By e-mail: email@example.com
We will respond to your complaint in no less than 10 workdays. If we are unable to respond within that time frame, we will notify you regarding the period of delay.
6.2 The aforementioned does not exclude the right to submit a dispute to the competent court.
6.3 These terms and conditions have been drawn up according to Dutch law. This agreement is governed by Dutch law.
Article 7. Rectification
The gift voucher booklet has a printing error concerning the Remeha Calenta 28C boiler, where it says that the price is 1250 euros; it should say that the price is 1950 euros. The 150-euro discount will remain in force.
General terms and conditions of the Early Bird Discount
1.1 Novo Bouw sometimes issues early bird discounts for certain periods in time.
1.2 Early bird discounts are only valid if the assignment is confirmed by the customer at least 6 weeks before starting work.

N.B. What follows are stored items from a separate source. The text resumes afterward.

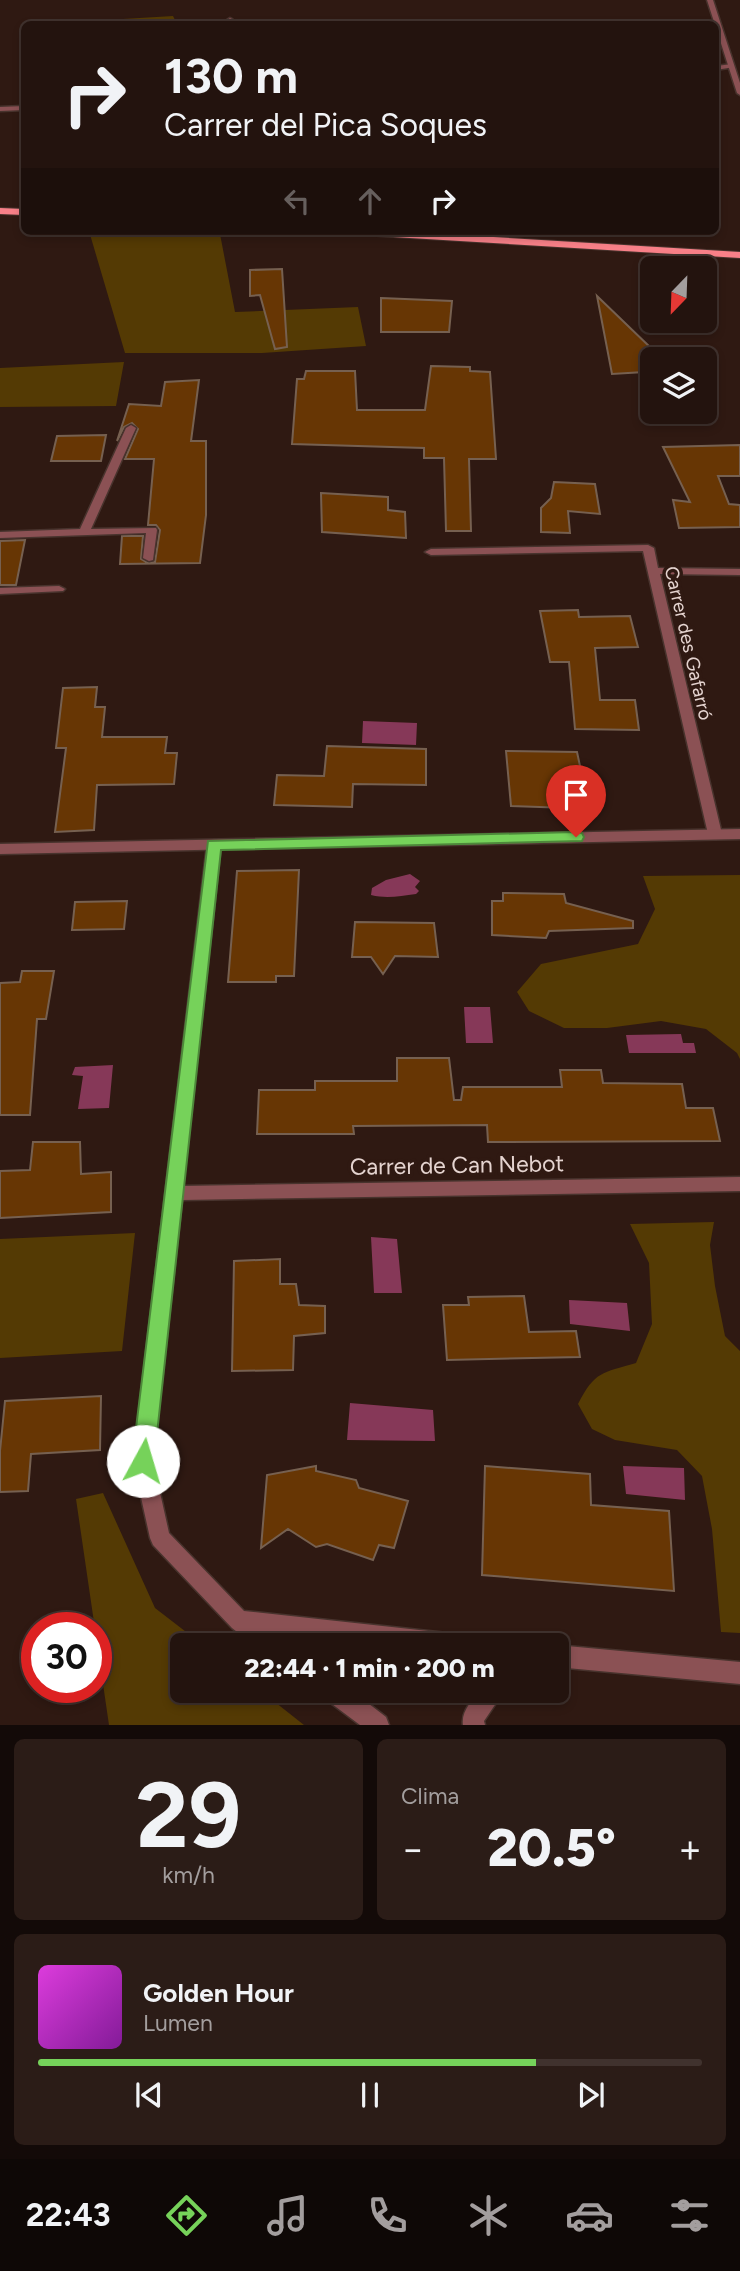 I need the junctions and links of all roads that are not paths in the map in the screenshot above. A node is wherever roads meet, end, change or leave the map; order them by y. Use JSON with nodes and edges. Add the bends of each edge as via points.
{"nodes":[{"id":1,"x":710,"y":0,"type":"edge"},
{"id":2,"x":717,"y":21,"type":"edge"},
{"id":3,"x":719,"y":27,"type":"edge"},
{"id":4,"x":732,"y":66,"type":"junction"},
{"id":5,"x":719,"y":68,"type":"edge"},
{"id":6,"x":740,"y":92,"type":"edge"},
{"id":7,"x":21,"y":108,"type":"edge"},
{"id":8,"x":0,"y":109,"type":"edge"},
{"id":9,"x":0,"y":211,"type":"edge"},
{"id":10,"x":21,"y":212,"type":"edge"},
{"id":11,"x":409,"y":235,"type":"edge"},
{"id":12,"x":740,"y":255,"type":"edge"},
{"id":13,"x":131,"y":428,"type":"dead end"},
{"id":14,"x":84,"y":532,"type":"junction"},
{"id":15,"x":0,"y":535,"type":"edge"},
{"id":16,"x":431,"y":552,"type":"dead end"},
{"id":17,"x":149,"y":558,"type":"dead end"},
{"id":18,"x":654,"y":571,"type":"junction"},
{"id":19,"x":740,"y":572,"type":"edge"},
{"id":20,"x":59,"y":589,"type":"dead end"},
{"id":21,"x":0,"y":591,"type":"edge"},
{"id":22,"x":715,"y":834,"type":"junction"},
{"id":23,"x":740,"y":834,"type":"edge"},
{"id":24,"x":214,"y":845,"type":"junction"},
{"id":25,"x":0,"y":849,"type":"edge"},
{"id":26,"x":740,"y":1184,"type":"edge"},
{"id":27,"x":174,"y":1193,"type":"junction"},
{"id":28,"x":239,"y":1621,"type":"junction"},
{"id":29,"x":256,"y":1633,"type":"edge"},
{"id":30,"x":348,"y":1633,"type":"edge"},
{"id":31,"x":569,"y":1657,"type":"edge"},
{"id":32,"x":740,"y":1673,"type":"edge"},
{"id":33,"x":349,"y":1703,"type":"edge"},
{"id":34,"x":484,"y":1703,"type":"edge"},
{"id":35,"x":378,"y":1725,"type":"edge"},
{"id":36,"x":474,"y":1725,"type":"edge"}],
"edges":[{"from":1,"to":2,"type":"street"},
{"from":3,"to":4,"type":"street"},
{"from":4,"to":5,"type":"street"},
{"from":4,"to":6,"type":"street"},
{"from":7,"to":8,"type":"street"},
{"from":9,"to":10,"type":"main road"},
{"from":11,"to":12,"type":"main road"},
{"from":13,"to":14,"type":"street"},
{"from":14,"to":15,"type":"street"},
{"from":14,"to":17,"type":"street","via":[[152,530]]},
{"from":16,"to":18,"type":"street","name":"Carrer des Gafarró","via":[[649,548]]},
{"from":18,"to":19,"type":"street"},
{"from":18,"to":22,"type":"street","name":"Carrer des Gafarró"},
{"from":20,"to":21,"type":"street"},
{"from":22,"to":23,"type":"street"},
{"from":22,"to":24,"type":"street"},
{"from":24,"to":25,"type":"street"},
{"from":24,"to":27,"type":"street"},
{"from":26,"to":27,"type":"street","name":"Carrer de Can Nebot"},
{"from":27,"to":28,"type":"street","via":[[143,1461],[160,1538]]},
{"from":28,"to":29,"type":"street"},
{"from":28,"to":30,"type":"street"},
{"from":31,"to":32,"type":"street"},
{"from":33,"to":35,"type":"street"},
{"from":34,"to":36,"type":"street","via":[[473,1718]]}]} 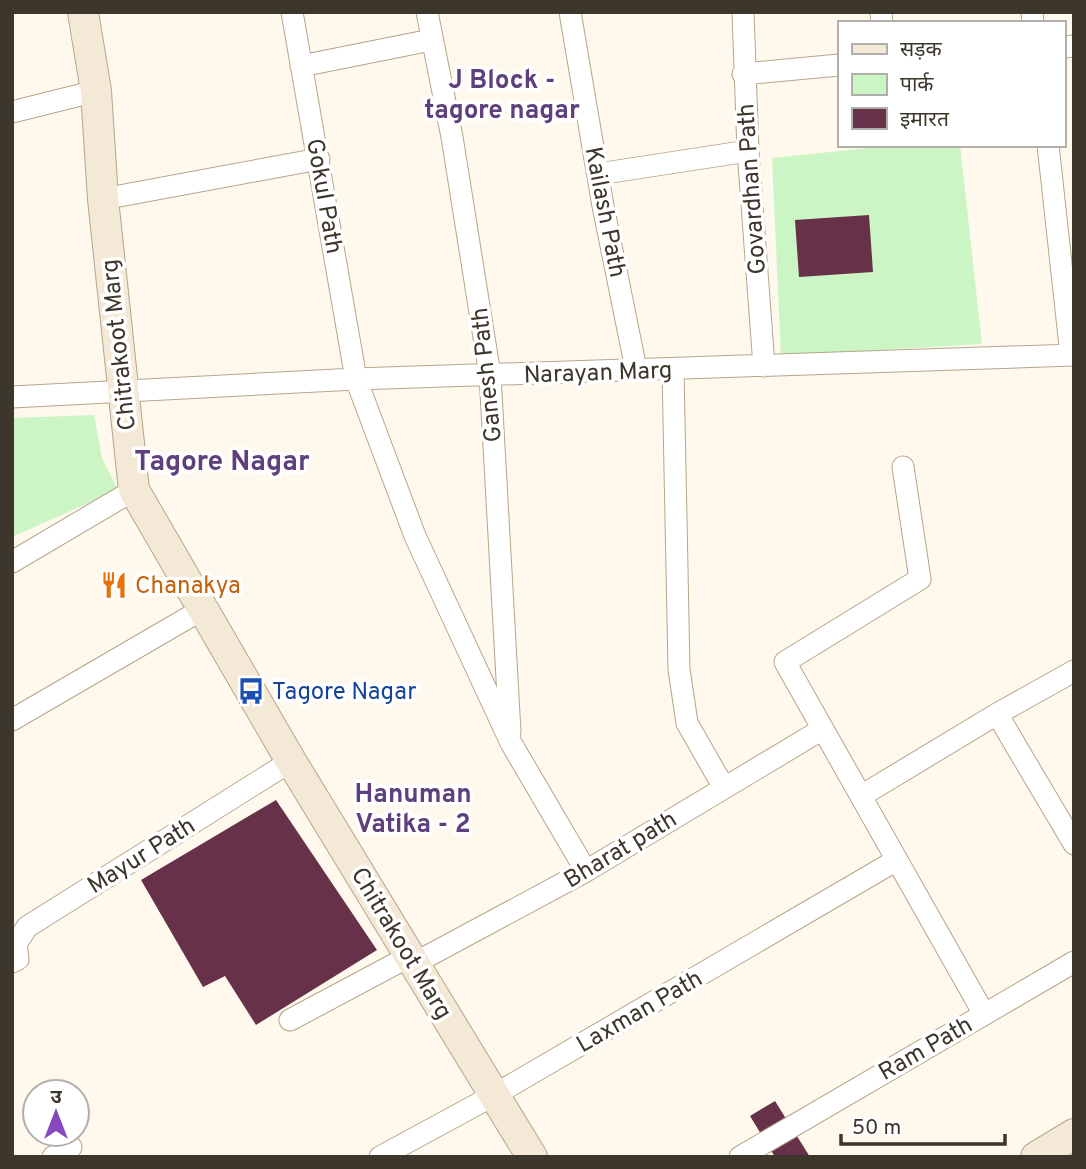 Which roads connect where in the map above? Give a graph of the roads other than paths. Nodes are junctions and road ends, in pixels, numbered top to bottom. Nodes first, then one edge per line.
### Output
1 (83, 12) edge
2 (292, 12) edge
3 (427, 12) edge
4 (570, 12) edge
5 (743, 12) edge
6 (431, 40) junction
7 (838, 65) edge
8 (301, 66) junction
9 (743, 74) junction
10 (96, 91) junction
11 (12, 112) edge
12 (1049, 147) edge
13 (748, 151) junction
14 (319, 159) junction
15 (598, 174) junction
16 (103, 199) junction
17 (1065, 202) edge
18 (1072, 355) edge
19 (764, 366) junction
20 (636, 369) junction
21 (673, 369) junction
22 (490, 375) junction
23 (356, 379) junction
24 (122, 390) junction
25 (12, 397) edge
26 (903, 467) dead end
27 (134, 490) junction
28 (12, 562) edge
29 (204, 609) junction
30 (1074, 671) edge
31 (997, 714) junction
32 (12, 720) edge
33 (821, 730) junction
34 (511, 743) junction
35 (291, 761) junction
36 (723, 786) junction
37 (861, 796) junction
38 (1074, 844) edge
39 (895, 861) junction
40 (586, 870) junction
41 (413, 959) junction
42 (12, 962) edge
43 (1074, 962) edge
44 (984, 1014) junction
45 (290, 1020) dead end
46 (496, 1094) junction
47 (1074, 1134) edge
48 (380, 1157) edge
49 (532, 1157) edge
50 (740, 1157) edge
51 (1036, 1157) edge

1 - 10 street, Chitrakoot Marg
2 - 8 street, Gokul Path
3 - 6 street, Ganesh Path
4 - 15 street, Kailash Path
5 - 9 street, Govardhan Path
6 - 8 street
6 - 22 street, Ganesh Path
7 - 9 street
8 - 14 street, Gokul Path
9 - 13 street, Govardhan Path
10 - 11 street
10 - 16 street, Chitrakoot Marg
12 - 17 street
13 - 15 street
13 - 19 street, Govardhan Path
14 - 16 street
14 - 23 street, Gokul Path
15 - 20 street, Kailash Path
16 - 24 street, Chitrakoot Marg
17 - 18 street
18 - 19 street, Narayan Marg
19 - 21 street, Narayan Marg
20 - 21 street, Narayan Marg
20 - 22 street, Narayan Marg
21 - 36 street
22 - 23 street, Narayan Marg
22 - 34 street, Ganesh Path
23 - 24 street, Narayan Marg
23 - 34 street, Gokul Path
24 - 25 street, Narayan Marg
24 - 27 street, Chitrakoot Marg
26 - 33 street
27 - 28 street
27 - 29 street, Chitrakoot Marg
29 - 32 street
29 - 35 street, Chitrakoot Marg
30 - 31 street
31 - 37 street
31 - 38 street
33 - 36 street, Bharat path
33 - 37 street
34 - 40 street, Gokul Path
35 - 41 street, Chitrakoot Marg
35 - 42 street, Mayur Path
36 - 40 street, Bharat path
37 - 39 street
39 - 44 street
39 - 46 street, Laxman Path
40 - 41 street, Bharat path
41 - 45 street, Bharat path
41 - 46 street, Chitrakoot Marg
43 - 44 street, Ram Path
44 - 50 street, Ram Path
46 - 48 street, Laxman Path
46 - 49 street, Chitrakoot Marg
47 - 51 street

1.3 A customer (or an assignment/project) can only receive one kind of discount. All combinations of discounts, ambassador bonuses, early bird discounts, or other forms of discount or bonus are excluded.
1.4 A customer (or an assignment/project) can never receive a discount/bonus exceeding a total amount of 900 euros.
1.5 The early bird discount is only valid for the periods in time indicated and published by Novo. Publication through our website and/or Marktplaats.nl ads.
1.6 Novo reserves the right to make publication errors. Publication errors do not give the right to discount.
1.7 Novo reserves the right to grant or deny discounts.
General terms and conditions of the Ambassadors bonus
1.1 Novo Bouw will sometimes issue a physical or monetary bonus to certain loyal customers, also known as “Novo Ambassadors”, when referring new customers.
1.2 An Ambassador (or an assignment/project) can only get one kind of discount. All combinations of discounts, ambassador bonuses, early bird discounts, or other forms of discount or bonus are excluded.
1.3 An Ambassador (or an assignment/project) can never receive a discount/bonus exceeding a total amount of 900 euros.
1.7 Novo reserves the right to grant or deny discounts to an Ambassador.
General terms and conditions of the iPad2 special offer
1.1 Novo Bouw sometimes issues early bird discounts for certain periods in time, in this case one iPad2 tablet.
1.2 Early bird discounts are only valid if the assignment is confirmed by the customer at least 6 weeks before starting work.
1.3 The iPad2 special offer is only valid if the minimum amount spent is 5000 euros (ex VAT).
1.4 The iPad2 special offer is only valid if and when the complete assignment is finished and fully paid for by bank transfer.
1.5 A customer (or an assignment/project) can only receive one kind of discount. All combinations of discount, ambassador bonuses, early bird discounts, or other forms of discount are excluded.
1.6 A customer (or an assignment/project) can never receive a discount/bonus exceeding a total amount of 900 euros, but in the case of this special offer never more than one iPad2 tablet.
1.7 Upon receiving one iPad2 tablet, the customer agrees Novo can make a suitable photo that can be published on the Novo website or social media.
1.8 The early bird discount is only valid for the periods in time indicated and published by Novo. Publication through our website and/or Marktplaats.nl ads.
1.9 Novo reserves the right to make publication errors. Publication errors do not give the right to discount.
2.0 Novo reserves the right to grant or deny discounts.